Deme bana Kayı, Oğuz, İlhanlı. Türk’üm.  Bu ad her ünvandan üstündür.

Yoktur Kırgız, Özbek, Kazak;    Türk  Milleti bölünmez bir bütündür.

Ziya Gökap

Andımızla ilgili Danıştay’ın kararını yürekten kutluyorum. Çocuklarımızın milli şuurla, Türk kimliği bilinciyle yetişmesi geleceğimizin güvencesidir. Kimliksiz, şuursuz  topluluklar millet olamaz.

Danıştay 8. Dairesi;  “Türk” kelmesinin bir ırkın değil, Türkiye Cumhuriyeti sınırları  içinde yaşayan dili, ırkı, rengi, cinsiyeti, siyasi düşüncesi, felsefi  inancı, dini, mezhebi  ne  olursa olsun tüm  vatandaşlerin bir araya  gelerek  oluşturdukları, herkesi  kapsayan ve  kucaklayan  milltetin  ortak adı olduğunu  belirtti. Mahkemenin  verdiği  bu kararın neresinde ırkcılık vardır?

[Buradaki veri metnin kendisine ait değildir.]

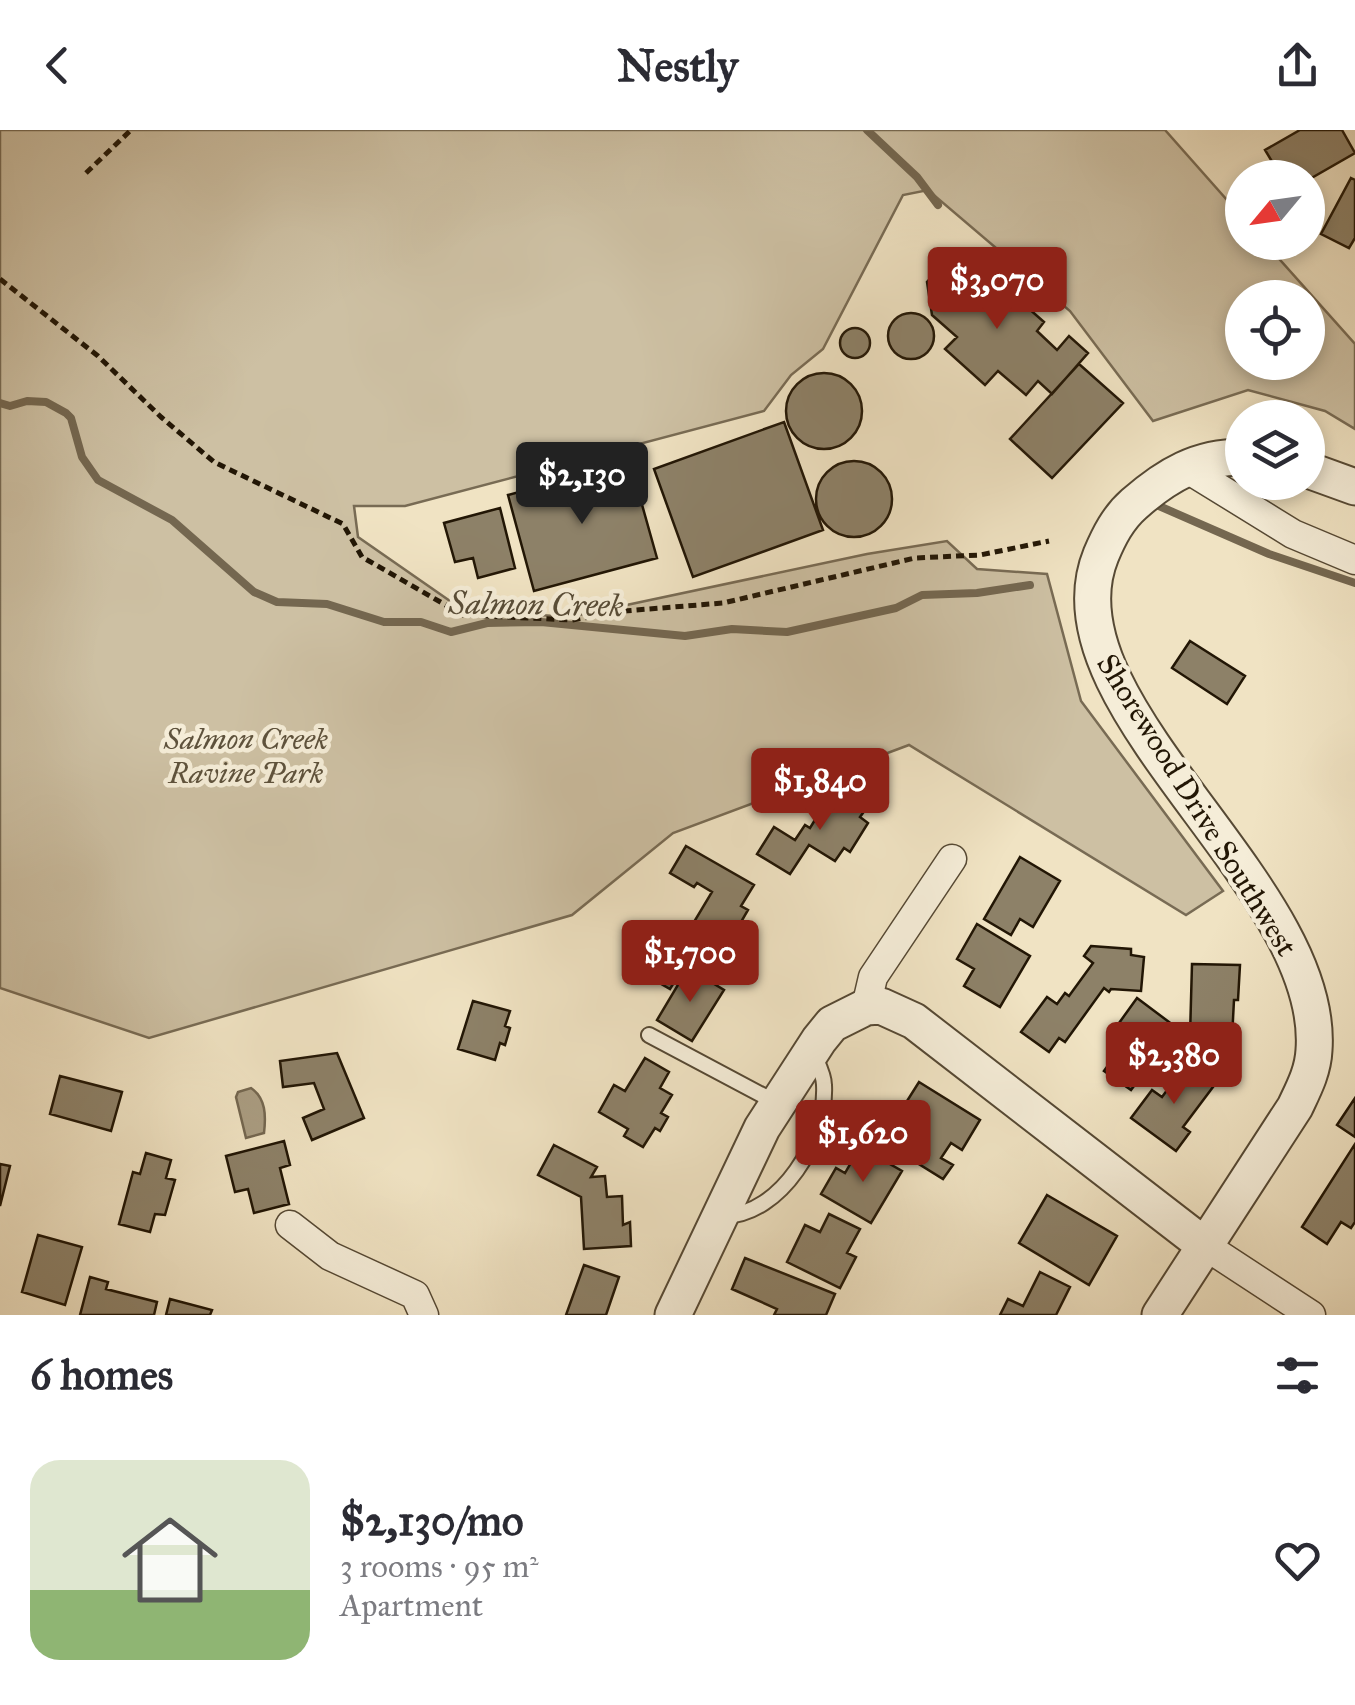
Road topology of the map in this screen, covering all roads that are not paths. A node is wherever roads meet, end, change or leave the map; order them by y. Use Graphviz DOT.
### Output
graph roads {
  1 [pos="1225,457"];
  2 [pos="1186,468"];
  3 [pos="1325,476"];
  4 [pos="1355,487"];
  5 [pos="1355,560"];
  6 [pos="952,859"];
  7 [pos="866,1007"];
  8 [pos="649,1035"];
  9 [pos="812,1050"];
  10 [pos="778,1103"];
  11 [pos="718,1216"];
  12 [pos="290,1225"];
  13 [pos="1204,1245"];
  14 [pos="424,1315"];
  15 [pos="673,1315"];
  16 [pos="1160,1315"];
  17 [pos="1311,1315"];
  1 -- 2 [label="street, Shorewood Drive Southwest"];
  2 -- 5 [label="street"];
  2 -- 13 [label="street, Shorewood Drive Southwest"];
  3 -- 4 [label="street"];
  6 -- 7 [label="street"];
  7 -- 9 [label="street"];
  7 -- 13 [label="street"];
  8 -- 10 [label="lane"];
  9 -- 10 [label="street"];
  9 -- 11 [label="lane"];
  10 -- 11 [label="street"];
  11 -- 15 [label="street"];
  12 -- 14 [label="street"];
  13 -- 16 [label="street, Shorewood Drive Southwest"];
  13 -- 17 [label="street"];
}
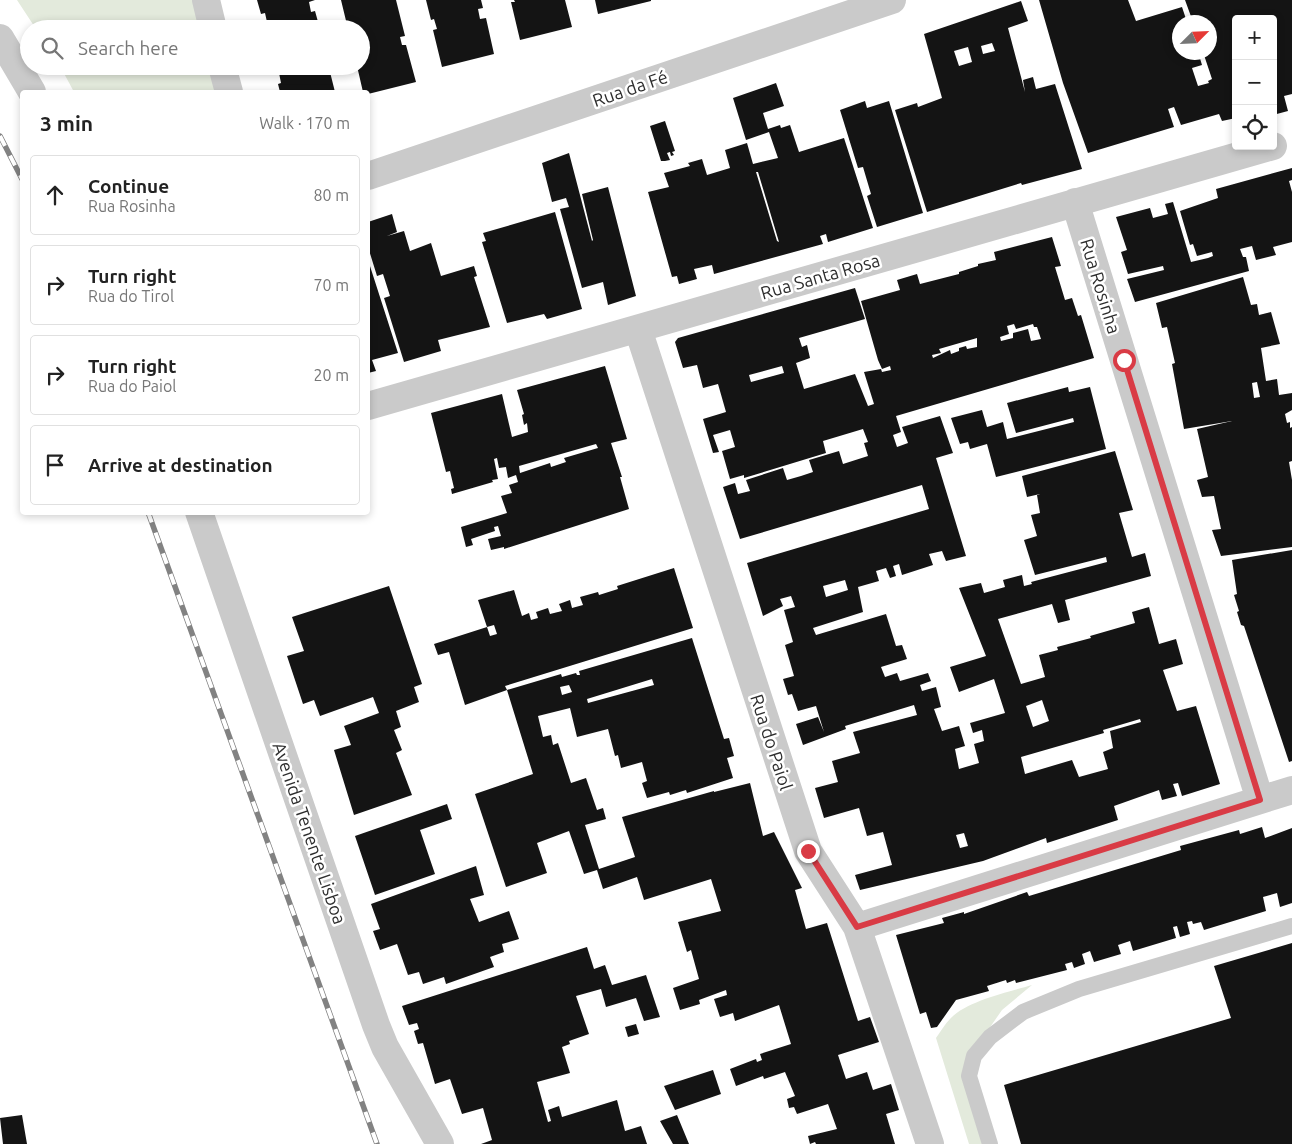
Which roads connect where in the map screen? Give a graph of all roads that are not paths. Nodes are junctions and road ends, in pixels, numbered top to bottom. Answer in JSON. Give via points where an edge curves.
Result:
{"nodes":[{"id":1,"x":206,"y":0,"type":"edge"},
{"id":2,"x":892,"y":0,"type":"edge"},
{"id":3,"x":211,"y":20,"type":"edge"},
{"id":4,"x":0,"y":38,"type":"edge"},
{"id":5,"x":20,"y":72,"type":"edge"},
{"id":6,"x":22,"y":75,"type":"edge"},
{"id":7,"x":224,"y":75,"type":"edge"},
{"id":8,"x":31,"y":90,"type":"edge"},
{"id":9,"x":228,"y":90,"type":"edge"},
{"id":10,"x":1292,"y":141,"type":"edge"},
{"id":11,"x":1277,"y":145,"type":"edge"},
{"id":12,"x":1259,"y":150,"type":"edge"},
{"id":13,"x":370,"y":175,"type":"edge"},
{"id":14,"x":1075,"y":202,"type":"junction"},
{"id":15,"x":638,"y":329,"type":"junction"},
{"id":16,"x":370,"y":405,"type":"edge"},
{"id":17,"x":200,"y":515,"type":"edge"},
{"id":18,"x":1292,"y":790,"type":"edge"},
{"id":19,"x":1260,"y":800,"type":"junction"},
{"id":20,"x":1292,"y":926,"type":"edge"},
{"id":21,"x":857,"y":927,"type":"junction"},
{"id":22,"x":440,"y":1144,"type":"edge"},
{"id":23,"x":930,"y":1144,"type":"edge"},
{"id":24,"x":990,"y":1144,"type":"edge"}],
"edges":[{"from":1,"to":3,"type":"street"},
{"from":2,"to":13,"type":"street","name":"Rua da Fé"},
{"from":4,"to":5,"type":"street"},
{"from":6,"to":8,"type":"street"},
{"from":7,"to":9,"type":"street"},
{"from":10,"to":11,"type":"street","name":"Rua Santa Rosa"},
{"from":12,"to":14,"type":"street","name":"Rua Santa Rosa"},
{"from":14,"to":15,"type":"street","name":"Rua Santa Rosa"},
{"from":14,"to":19,"type":"street","name":"Rua Rosinha"},
{"from":15,"to":16,"type":"street","name":"Rua Santa Rosa"},
{"from":15,"to":21,"type":"street","name":"Rua do Paiol","via":[[808,851]]},
{"from":17,"to":22,"type":"street","name":"Avenida Tenente Lisboa","via":[[376,1025]]},
{"from":18,"to":19,"type":"street"},
{"from":19,"to":21,"type":"street"},
{"from":20,"to":24,"type":"lane","via":[[1079,989],[1023,1012],[990,1037],[974,1056],[969,1076]]},
{"from":21,"to":23,"type":"street","name":"Rua do Paiol"}]}
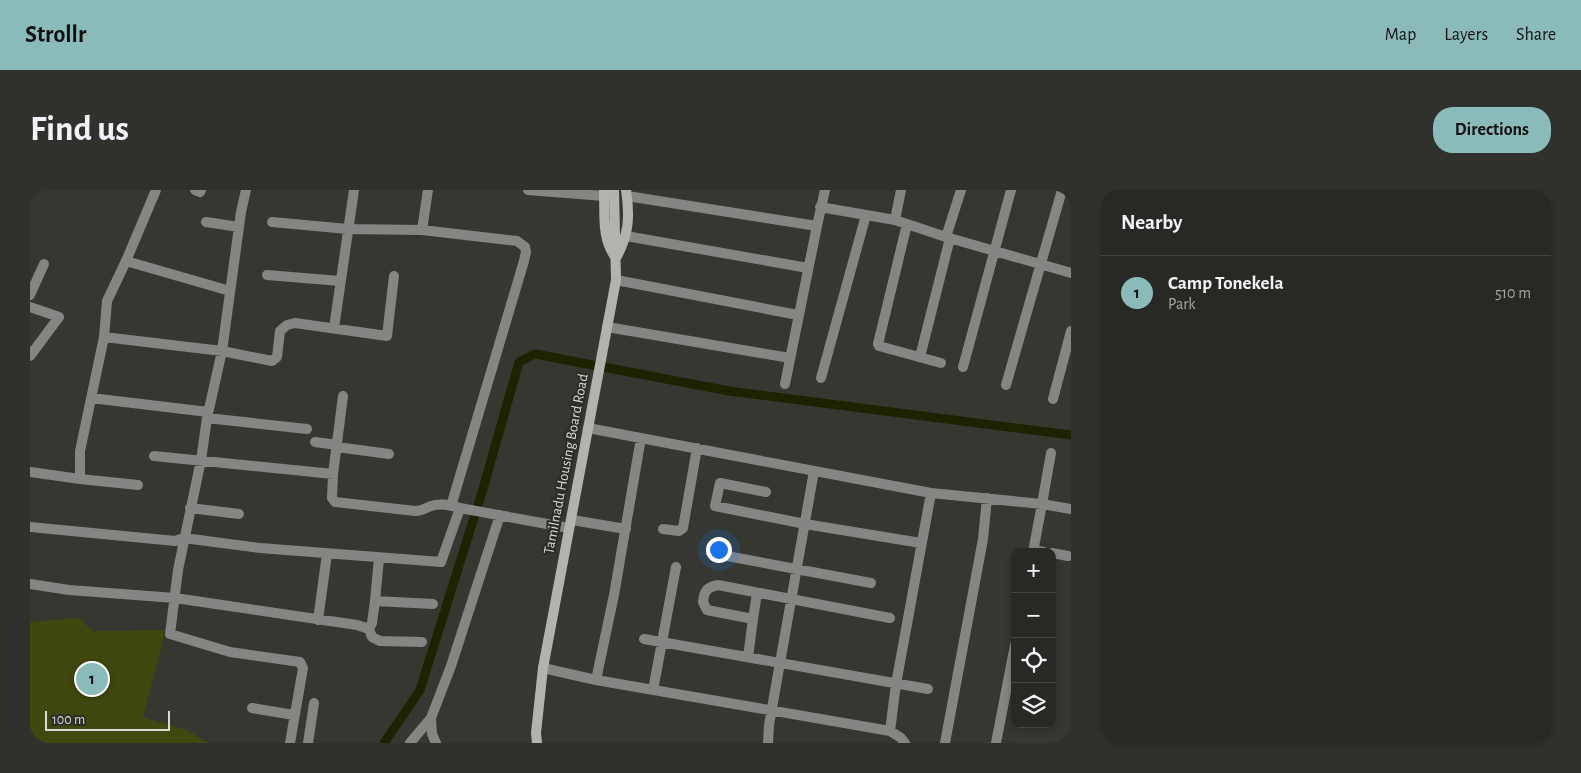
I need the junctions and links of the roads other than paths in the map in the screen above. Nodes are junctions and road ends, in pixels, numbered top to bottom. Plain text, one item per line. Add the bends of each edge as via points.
1 (156, 190) edge
2 (195, 190) edge
3 (201, 190) edge
4 (246, 190) edge
5 (354, 190) edge
6 (428, 190) edge
7 (528, 190) edge
8 (614, 190) edge
9 (824, 190) edge
10 (901, 190) edge
11 (961, 190) edge
12 (1011, 190) edge
13 (1062, 190) edge
14 (604, 193) edge
15 (626, 193) edge
16 (820, 207) junction
17 (866, 215) junction
18 (894, 220) junction
19 (206, 222) dead end
20 (272, 222) dead end
21 (907, 224) junction
22 (817, 226) junction
23 (238, 227) junction
24 (348, 229) junction
25 (422, 230) junction
26 (626, 236) junction
27 (948, 238) junction
28 (994, 251) junction
29 (616, 258) junction
30 (126, 261) junction
31 (1040, 263) junction
32 (44, 264) dead end
33 (808, 268) junction
34 (1071, 272) edge
35 (267, 275) dead end
36 (394, 276) dead end
37 (616, 280) junction
38 (340, 281) junction
39 (230, 291) junction
40 (30, 295) edge
41 (30, 307) edge
42 (798, 315) junction
43 (607, 327) junction
44 (334, 328) junction
45 (1071, 331) edge
46 (104, 337) junction
47 (222, 351) junction
48 (30, 356) edge
49 (920, 357) junction
50 (790, 358) junction
51 (941, 363) dead end
52 (963, 367) dead end
53 (821, 378) dead end
54 (785, 384) dead end
55 (1006, 385) dead end
56 (343, 396) dead end
57 (91, 398) junction
58 (1053, 399) dead end
59 (207, 415) junction
60 (588, 428) junction
61 (306, 429) dead end
62 (641, 438) junction
63 (315, 442) dead end
64 (337, 446) junction
65 (697, 448) junction
66 (1051, 453) dead end
67 (389, 454) dead end
68 (154, 456) dead end
69 (201, 460) junction
70 (814, 471) junction
71 (30, 472) edge
72 (333, 474) junction
73 (80, 479) junction
74 (138, 485) dead end
75 (766, 492) dead end
76 (931, 493) junction
77 (987, 498) junction
78 (1042, 504) junction
79 (459, 507) junction
80 (190, 508) junction
81 (1071, 510) edge
82 (239, 514) dead end
83 (500, 515) junction
84 (570, 524) junction
85 (805, 524) junction
86 (30, 528) edge
87 (626, 528) junction
88 (663, 529) dead end
89 (184, 538) junction
90 (921, 544) junction
91 (1037, 548) edge
92 (711, 553) dead end
93 (327, 554) junction
94 (1056, 554) edge
95 (1068, 556) dead end
96 (379, 558) junction
97 (676, 567) dead end
98 (796, 570) junction
99 (872, 583) dead end
100 (30, 584) edge
101 (757, 593) junction
102 (175, 598) junction
103 (791, 599) junction
104 (375, 601) junction
105 (433, 604) dead end
106 (890, 618) dead end
107 (753, 619) junction
108 (318, 620) junction
109 (369, 629) junction
110 (644, 639) dead end
111 (661, 641) junction
112 (422, 642) dead end
113 (748, 657) junction
114 (780, 662) junction
115 (1011, 666) edge
116 (543, 668) junction
117 (596, 680) junction
118 (896, 684) junction
119 (928, 689) dead end
120 (654, 690) junction
121 (314, 703) dead end
122 (252, 708) dead end
123 (772, 711) junction
124 (294, 715) junction
125 (431, 718) junction
126 (890, 731) junction
127 (290, 743) edge
128 (308, 743) edge
129 (410, 743) edge
130 (436, 743) edge
131 (537, 743) edge
132 (768, 743) edge
133 (905, 743) edge
134 (945, 743) edge
135 (996, 743) edge

1 - 30 street
2 - 3 street
4 - 23 street
5 - 24 street
6 - 25 street
7 - 14 street
8 - 29 street, Tamilnadu Housing Board Road
9 - 16 street
10 - 18 street
11 - 27 street
12 - 28 street
13 - 31 street
14 - 29 street via 606,239
15 - 22 street
15 - 26 street
16 - 17 street
16 - 22 street
17 - 18 street
17 - 53 street
18 - 21 street
19 - 23 street
20 - 24 street
21 - 27 street
21 - 49 street via 878,344
22 - 33 street
23 - 39 street
24 - 25 street
24 - 38 street
25 - 79 street via 517,241 526,252
26 - 29 street
26 - 33 street
27 - 28 street
27 - 49 street
28 - 31 street
28 - 52 street
29 - 37 street, Tamilnadu Housing Board Road
30 - 39 street
30 - 46 street via 107,301
31 - 34 street
31 - 55 street
32 - 40 street
33 - 42 street
35 - 38 street
36 - 44 street via 387,336
37 - 42 street
37 - 43 street, Tamilnadu Housing Board Road
38 - 44 street
39 - 47 street
41 - 48 street via 58,317
42 - 50 street
43 - 50 street
43 - 60 street, Tamilnadu Housing Board Road
44 - 47 street via 295,322 287,325 280,331 277,357 272,361
45 - 58 street
46 - 47 street
46 - 57 street
47 - 59 street
49 - 51 street
50 - 54 street
56 - 64 street
57 - 59 street
57 - 73 street via 80,451
59 - 61 street
59 - 69 street
60 - 62 street
60 - 84 street, Tamilnadu Housing Board Road
62 - 65 street
62 - 87 street
63 - 64 street
64 - 67 street
64 - 72 street
65 - 70 street
65 - 88 street via 683,528 679,531
66 - 78 street
68 - 69 street
69 - 72 street
69 - 80 street
70 - 76 street
70 - 85 street
71 - 73 street
72 - 79 street via 332,498 335,502 415,511 435,505
73 - 74 street
75 - 85 street via 720,483 715,506
76 - 77 street
76 - 90 street
77 - 78 street
77 - 134 street via 983,539
78 - 81 street
78 - 91 street
79 - 83 street
79 - 96 street via 441,562
80 - 82 street
80 - 89 street
83 - 84 street
83 - 125 street
84 - 87 street
84 - 116 street, Tamilnadu Housing Board Road
85 - 90 street
85 - 98 street
86 - 89 street via 176,541
87 - 117 street
89 - 93 street
89 - 102 street
90 - 118 street
92 - 98 street
93 - 96 street
93 - 108 street
94 - 95 street
96 - 104 street
97 - 111 street
98 - 99 street
98 - 103 street
100 - 102 street
101 - 103 street
101 - 107 street
101 - 107 street via 718,585 708,588 703,598 704,607 708,610
102 - 108 street
102 - 124 street via 170,634 230,652 300,662 303,668
103 - 106 street
103 - 114 street
104 - 105 street
104 - 109 street
107 - 113 street
108 - 109 street
109 - 112 street via 375,640
110 - 111 street
111 - 113 street
111 - 120 street
113 - 114 street
114 - 118 street
114 - 123 street
115 - 135 street
116 - 117 street
116 - 131 street, Tamilnadu Housing Board Road
117 - 120 street
118 - 119 street
118 - 126 street
120 - 123 street
121 - 128 street
122 - 124 street
123 - 126 street
123 - 132 street
124 - 127 street
125 - 129 street
125 - 130 street
126 - 133 street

Türkiye,  güçlü milli kimliği ve kültürü ile bugün çok ciddi kimlik bunalımı yaşayan bir ülke halindedir. Türk milleti, tarih boyunca devlet geleneğine bağlı olarak yaşamıştır. Bunun en güzel örneği, Türkiye Cumhuriyeti’nin kuruluşunda gösterilen Kuva-i Milliye ruhudur.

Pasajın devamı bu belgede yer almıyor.